A Unix timestamp (also called epoch time or POSIX time) is the number of seconds that have elapsed since January 1, 1970, at 00:00:00 UTC. This reference point is called the Unix epoch.

Example
Unix timestamp:  1704067200
Human readable:  Monday, January 1, 2024, 00:00:00 UTC

The current Unix timestamp is always a large integer — around 1.7 billion for dates in 2024. It's a universal, timezone-independent way to represent a moment in time.

Why does Unix time start in 1970?

The Unix operating system was developed in the late 1960s and early 1970s at Bell Labs. When the developers needed to choose a starting point for their time system, they picked January 1, 1970 — a round number that was recent enough to be practical. It was an arbitrary but convenient choice that became the global standard.

Seconds vs milliseconds

You'll encounter two common formats:

FormatExamplePrecisionCommon in
Seconds17040672001 secondUnix/Linux, databases, JWT (exp claim)
Milliseconds17040672000001 millisecondJavaScript (Date.now()), Java, most APIs

A quick way to tell them apart: if the number is 13 digits, it's milliseconds. If it's 10 digits, it's seconds. The timestamp converter handles both automatically.

How to get the current Unix timestamp in code

JavaScript
// Seconds
Math.floor(Date.now() / 1000)

// Milliseconds
Date.now()
Python
import time

# Seconds
int(time.time())

# Milliseconds
int(time.time() * 1000)
SQL (PostgreSQL)
-- Current timestamp in seconds
SELECT EXTRACT(EPOCH FROM NOW())::INT;

-- Convert timestamp to date
SELECT TO_TIMESTAMP(1704067200);
SQL (MySQL)
-- Current Unix timestamp
SELECT UNIX_TIMESTAMP();

-- Convert to datetime
SELECT FROM_UNIXTIME(1704067200);

How to convert a Unix timestamp online

Paste any Unix timestamp (seconds or milliseconds) into the tinybench.dev timestamp converter to get the human-readable date and time in UTC and your local timezone.
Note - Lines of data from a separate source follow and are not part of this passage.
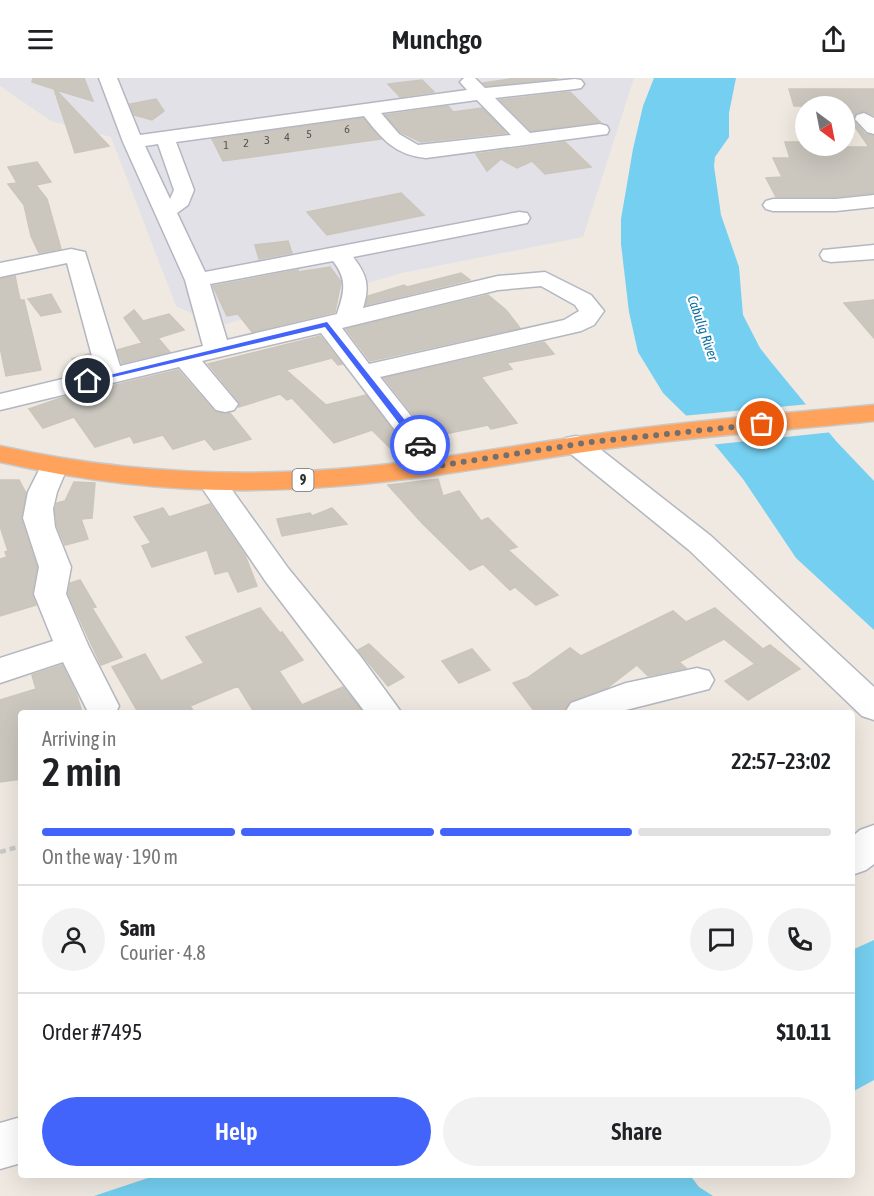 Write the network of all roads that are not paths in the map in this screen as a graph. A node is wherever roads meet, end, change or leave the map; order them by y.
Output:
1 (108, 78) edge
2 (465, 78) edge
3 (575, 84) dead end
4 (481, 94) junction
5 (368, 109) junction
6 (600, 130) dead end
7 (165, 137) junction
8 (525, 139) junction
9 (134, 142) junction
10 (874, 201) edge
11 (773, 205) dead end
12 (165, 211) junction
13 (519, 218) dead end
14 (874, 252) edge
15 (339, 254) junction
16 (831, 255) dead end
17 (0, 270) edge
18 (196, 280) junction
19 (337, 322) junction
20 (217, 350) junction
21 (185, 358) junction
22 (363, 374) junction
23 (110, 376) junction
24 (1, 395) edge
25 (225, 404) dead end
26 (874, 413) edge
27 (591, 443) junction
28 (0, 454) edge
29 (54, 466) junction
30 (437, 466) junction
31 (212, 482) junction
32 (72, 647) junction
33 (0, 671) edge
34 (697, 680) dead end
35 (102, 706) dead end
36 (874, 707) edge
37 (383, 710) edge
38 (588, 710) edge
39 (874, 841) edge
40 (855, 857) edge
41 (18, 1141) edge
42 (0, 1146) edge

1 - 9 street
2 - 4 street
3 - 4 street
4 - 5 street
4 - 8 street
5 - 7 street
5 - 8 street
6 - 8 street
7 - 9 street
7 - 12 street
9 - 12 street
10 - 11 street
12 - 18 street
13 - 15 street
14 - 16 street
15 - 18 street
15 - 19 street
17 - 23 street
18 - 20 street
19 - 20 street
19 - 22 street
19 - 22 street
20 - 21 street
21 - 23 street
21 - 25 street
22 - 30 street
23 - 24 street
26 - 27 highway, 9
27 - 30 highway, 9
27 - 36 street
28 - 29 highway, 9
29 - 31 highway, 9
29 - 32 street
30 - 31 highway, 9
31 - 37 street
32 - 33 street
32 - 35 street
34 - 38 street
39 - 40 street
41 - 42 street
You can also convert in the other direction — enter a date and get the Unix timestamp back.

The Year 2038 problem

32-bit systems store Unix timestamps as a signed 32-bit integer, which has a maximum value of 2,147,483,647 — representing January 19, 2038, at 03:14:07 UTC. After this point, 32-bit systems will overflow and wrap around to a negative number (representing 1901).

Most modern systems use 64-bit timestamps, which won't overflow for approximately 292 billion years. The 2038 problem is mainly a concern for legacy embedded systems and old databases still using 32-bit storage.
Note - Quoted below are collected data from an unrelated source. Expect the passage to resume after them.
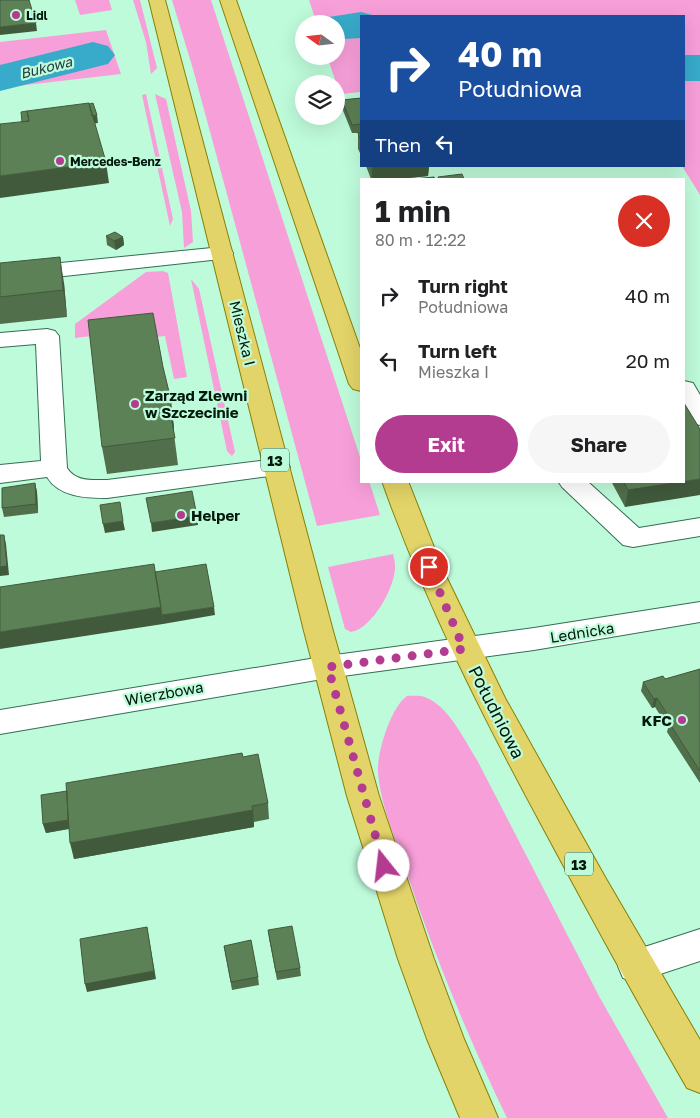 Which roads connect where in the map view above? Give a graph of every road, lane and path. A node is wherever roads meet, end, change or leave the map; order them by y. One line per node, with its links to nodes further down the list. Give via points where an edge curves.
1 (157, 0): 3 (main road, Mieszka I / 13)
2 (228, 0): 6 (main road)
3 (222, 253): 4 (street); 9 (main road, Mieszka I / 13)
4 (0, 276)
5 (0, 340): 10 (street, via 47,336)
6 (360, 381)
7 (685, 390): 8 (street)
8 (700, 417)
9 (277, 467): 10 (street, via 106,489 84,489 62,481); 17 (main road, Mieszka I / 13)
10 (54, 468): 11 (street)
11 (0, 474)
12 (396, 483): 16 (main road, 13)
13 (573, 483): 14 (street, via 633,538)
14 (700, 527)
15 (700, 612): 16 (street, Lednicka)
16 (464, 649): 17 (street, Południowa); 20 (main road, Południowa / 13)
17 (328, 667): 18 (street, Wierzbowa); 22 (main road, 13, via 389,886 442,1030)
18 (0, 722)
19 (700, 945): 20 (street)
20 (636, 966): 21 (main road, Południowa / 13)
21 (700, 1075)
22 (479, 1118)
Frequently asked questions

Is Unix time affected by timezones?
No. A Unix timestamp always represents a moment in UTC, regardless of where in the world you are. This makes it ideal for storing times in databases — you store the UTC timestamp and convert to local time on display.
Does Unix time account for leap seconds?
No. Unix time assumes exactly 86,400 seconds per day. Leap seconds (which are occasionally added to keep UTC in sync with Earth's rotation) are not counted. This means Unix time is technically not perfectly synchronised with UTC, but the difference is negligible for most applications.
Why are JWT expiry times stored as Unix timestamps?
The exp claim in a JWT is a Unix timestamp (seconds since epoch) because it's compact, timezone-independent, and easy to compare against the current time with a simple integer comparison.